#### Problem statement:
Go through the records below line by line. Count the lines with "highway" and give the count alone.

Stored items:
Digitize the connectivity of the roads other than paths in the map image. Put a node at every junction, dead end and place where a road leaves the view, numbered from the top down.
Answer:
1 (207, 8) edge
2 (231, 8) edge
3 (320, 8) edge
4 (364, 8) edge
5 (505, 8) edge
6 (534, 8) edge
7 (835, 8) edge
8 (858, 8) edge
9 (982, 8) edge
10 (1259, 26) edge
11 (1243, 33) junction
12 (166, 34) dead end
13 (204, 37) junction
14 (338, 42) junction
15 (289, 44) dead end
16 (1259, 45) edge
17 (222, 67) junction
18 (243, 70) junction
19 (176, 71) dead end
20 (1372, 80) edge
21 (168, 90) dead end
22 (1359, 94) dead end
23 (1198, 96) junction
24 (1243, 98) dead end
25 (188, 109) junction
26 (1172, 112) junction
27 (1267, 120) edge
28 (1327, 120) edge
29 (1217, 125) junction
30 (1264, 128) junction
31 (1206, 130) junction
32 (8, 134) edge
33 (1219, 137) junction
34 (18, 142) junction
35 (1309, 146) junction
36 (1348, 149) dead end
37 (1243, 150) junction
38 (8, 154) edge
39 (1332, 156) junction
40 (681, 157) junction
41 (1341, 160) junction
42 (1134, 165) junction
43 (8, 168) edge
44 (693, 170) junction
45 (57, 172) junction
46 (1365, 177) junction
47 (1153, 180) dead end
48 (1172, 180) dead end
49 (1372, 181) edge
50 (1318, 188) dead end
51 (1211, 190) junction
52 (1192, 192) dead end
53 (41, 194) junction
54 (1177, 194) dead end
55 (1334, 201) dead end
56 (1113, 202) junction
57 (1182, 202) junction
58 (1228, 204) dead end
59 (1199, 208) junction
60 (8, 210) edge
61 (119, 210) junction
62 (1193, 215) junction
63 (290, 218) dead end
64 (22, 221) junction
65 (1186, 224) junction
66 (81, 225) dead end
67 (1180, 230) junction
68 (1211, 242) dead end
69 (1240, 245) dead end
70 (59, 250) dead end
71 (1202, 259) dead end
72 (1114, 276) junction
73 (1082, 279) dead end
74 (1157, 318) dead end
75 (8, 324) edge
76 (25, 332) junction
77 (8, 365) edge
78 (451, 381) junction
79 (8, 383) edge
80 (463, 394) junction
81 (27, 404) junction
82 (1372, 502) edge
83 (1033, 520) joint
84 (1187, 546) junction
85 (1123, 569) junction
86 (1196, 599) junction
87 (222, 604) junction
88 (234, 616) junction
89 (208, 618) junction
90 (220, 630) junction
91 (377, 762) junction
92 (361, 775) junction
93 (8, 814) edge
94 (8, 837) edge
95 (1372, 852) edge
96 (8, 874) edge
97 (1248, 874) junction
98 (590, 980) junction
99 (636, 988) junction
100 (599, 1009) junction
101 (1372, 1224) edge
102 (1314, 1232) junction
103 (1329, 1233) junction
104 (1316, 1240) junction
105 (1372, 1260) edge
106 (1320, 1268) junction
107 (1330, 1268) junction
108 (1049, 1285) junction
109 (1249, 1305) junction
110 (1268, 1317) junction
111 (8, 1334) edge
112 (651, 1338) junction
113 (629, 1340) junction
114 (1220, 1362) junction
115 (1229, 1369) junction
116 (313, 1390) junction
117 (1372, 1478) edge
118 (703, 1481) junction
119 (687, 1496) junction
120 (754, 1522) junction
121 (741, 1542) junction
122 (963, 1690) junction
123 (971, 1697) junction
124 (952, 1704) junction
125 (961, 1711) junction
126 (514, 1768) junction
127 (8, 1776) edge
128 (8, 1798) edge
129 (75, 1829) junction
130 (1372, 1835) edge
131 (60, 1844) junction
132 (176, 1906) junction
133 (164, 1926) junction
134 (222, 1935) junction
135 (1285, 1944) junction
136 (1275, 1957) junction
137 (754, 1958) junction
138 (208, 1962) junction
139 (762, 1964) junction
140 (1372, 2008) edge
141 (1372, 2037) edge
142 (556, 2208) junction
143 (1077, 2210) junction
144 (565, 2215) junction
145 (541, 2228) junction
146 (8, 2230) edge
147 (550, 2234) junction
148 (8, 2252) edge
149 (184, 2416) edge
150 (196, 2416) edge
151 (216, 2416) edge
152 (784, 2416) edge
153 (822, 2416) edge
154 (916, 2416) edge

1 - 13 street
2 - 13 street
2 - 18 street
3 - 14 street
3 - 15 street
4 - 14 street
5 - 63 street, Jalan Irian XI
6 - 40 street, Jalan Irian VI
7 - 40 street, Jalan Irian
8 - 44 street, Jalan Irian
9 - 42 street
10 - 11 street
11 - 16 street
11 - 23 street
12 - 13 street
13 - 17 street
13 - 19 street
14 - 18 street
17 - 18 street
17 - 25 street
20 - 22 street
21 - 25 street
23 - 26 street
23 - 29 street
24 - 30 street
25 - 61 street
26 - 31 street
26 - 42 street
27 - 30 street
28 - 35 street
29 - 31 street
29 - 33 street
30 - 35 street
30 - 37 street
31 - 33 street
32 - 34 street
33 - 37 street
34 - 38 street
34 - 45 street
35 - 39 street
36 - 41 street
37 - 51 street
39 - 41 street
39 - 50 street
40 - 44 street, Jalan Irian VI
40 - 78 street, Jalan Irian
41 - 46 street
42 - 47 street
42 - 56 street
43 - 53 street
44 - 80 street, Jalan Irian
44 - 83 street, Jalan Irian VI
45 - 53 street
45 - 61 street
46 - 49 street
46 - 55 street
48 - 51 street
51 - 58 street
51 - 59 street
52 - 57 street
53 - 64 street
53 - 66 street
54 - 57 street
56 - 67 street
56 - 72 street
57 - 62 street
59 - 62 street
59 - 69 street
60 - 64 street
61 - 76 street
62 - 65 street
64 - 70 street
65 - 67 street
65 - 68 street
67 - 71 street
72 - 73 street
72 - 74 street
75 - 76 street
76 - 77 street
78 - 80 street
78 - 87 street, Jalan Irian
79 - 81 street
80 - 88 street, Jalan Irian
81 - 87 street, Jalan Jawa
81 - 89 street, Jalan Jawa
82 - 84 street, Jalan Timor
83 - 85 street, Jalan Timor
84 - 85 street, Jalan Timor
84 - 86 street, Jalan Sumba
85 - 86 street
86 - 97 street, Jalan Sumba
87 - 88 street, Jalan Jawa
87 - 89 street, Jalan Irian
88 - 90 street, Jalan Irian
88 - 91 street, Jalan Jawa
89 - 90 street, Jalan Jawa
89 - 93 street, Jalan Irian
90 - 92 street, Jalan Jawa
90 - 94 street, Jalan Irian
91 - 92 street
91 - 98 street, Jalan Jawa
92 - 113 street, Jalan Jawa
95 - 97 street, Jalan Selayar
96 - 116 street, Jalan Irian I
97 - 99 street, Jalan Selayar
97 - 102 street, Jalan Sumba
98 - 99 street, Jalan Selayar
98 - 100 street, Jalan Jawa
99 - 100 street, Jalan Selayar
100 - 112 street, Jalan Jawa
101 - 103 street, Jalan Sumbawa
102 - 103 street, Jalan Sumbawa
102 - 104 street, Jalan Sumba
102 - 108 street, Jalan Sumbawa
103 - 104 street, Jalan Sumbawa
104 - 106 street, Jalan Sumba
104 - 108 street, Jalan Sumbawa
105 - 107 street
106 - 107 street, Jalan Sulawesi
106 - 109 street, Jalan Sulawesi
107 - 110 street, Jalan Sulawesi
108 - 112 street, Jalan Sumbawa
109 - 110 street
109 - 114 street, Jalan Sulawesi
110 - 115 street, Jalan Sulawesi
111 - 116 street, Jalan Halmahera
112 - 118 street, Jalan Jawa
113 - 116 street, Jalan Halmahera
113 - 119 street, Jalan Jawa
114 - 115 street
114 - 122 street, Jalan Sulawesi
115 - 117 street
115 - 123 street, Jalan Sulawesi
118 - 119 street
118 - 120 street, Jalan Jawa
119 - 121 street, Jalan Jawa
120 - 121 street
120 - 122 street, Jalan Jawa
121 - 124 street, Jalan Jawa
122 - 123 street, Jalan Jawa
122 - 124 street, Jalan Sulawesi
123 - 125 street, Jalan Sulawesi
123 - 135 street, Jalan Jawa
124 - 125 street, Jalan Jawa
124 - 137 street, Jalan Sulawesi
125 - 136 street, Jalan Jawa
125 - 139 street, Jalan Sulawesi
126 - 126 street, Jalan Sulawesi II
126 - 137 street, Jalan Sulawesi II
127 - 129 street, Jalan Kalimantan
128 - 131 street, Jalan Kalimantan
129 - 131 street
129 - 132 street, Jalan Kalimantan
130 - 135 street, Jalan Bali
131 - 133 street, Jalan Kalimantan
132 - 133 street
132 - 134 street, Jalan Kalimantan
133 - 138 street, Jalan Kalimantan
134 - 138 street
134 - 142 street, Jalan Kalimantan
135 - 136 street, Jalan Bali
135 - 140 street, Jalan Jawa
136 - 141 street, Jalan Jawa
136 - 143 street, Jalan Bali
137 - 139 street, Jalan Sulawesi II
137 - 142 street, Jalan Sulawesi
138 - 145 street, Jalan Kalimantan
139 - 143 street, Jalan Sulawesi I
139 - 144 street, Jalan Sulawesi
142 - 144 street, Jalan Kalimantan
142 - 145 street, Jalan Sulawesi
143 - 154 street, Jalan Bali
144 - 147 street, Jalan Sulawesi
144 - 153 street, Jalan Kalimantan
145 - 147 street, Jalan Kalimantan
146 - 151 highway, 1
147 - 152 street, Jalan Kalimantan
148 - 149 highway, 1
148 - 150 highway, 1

#### Result:
3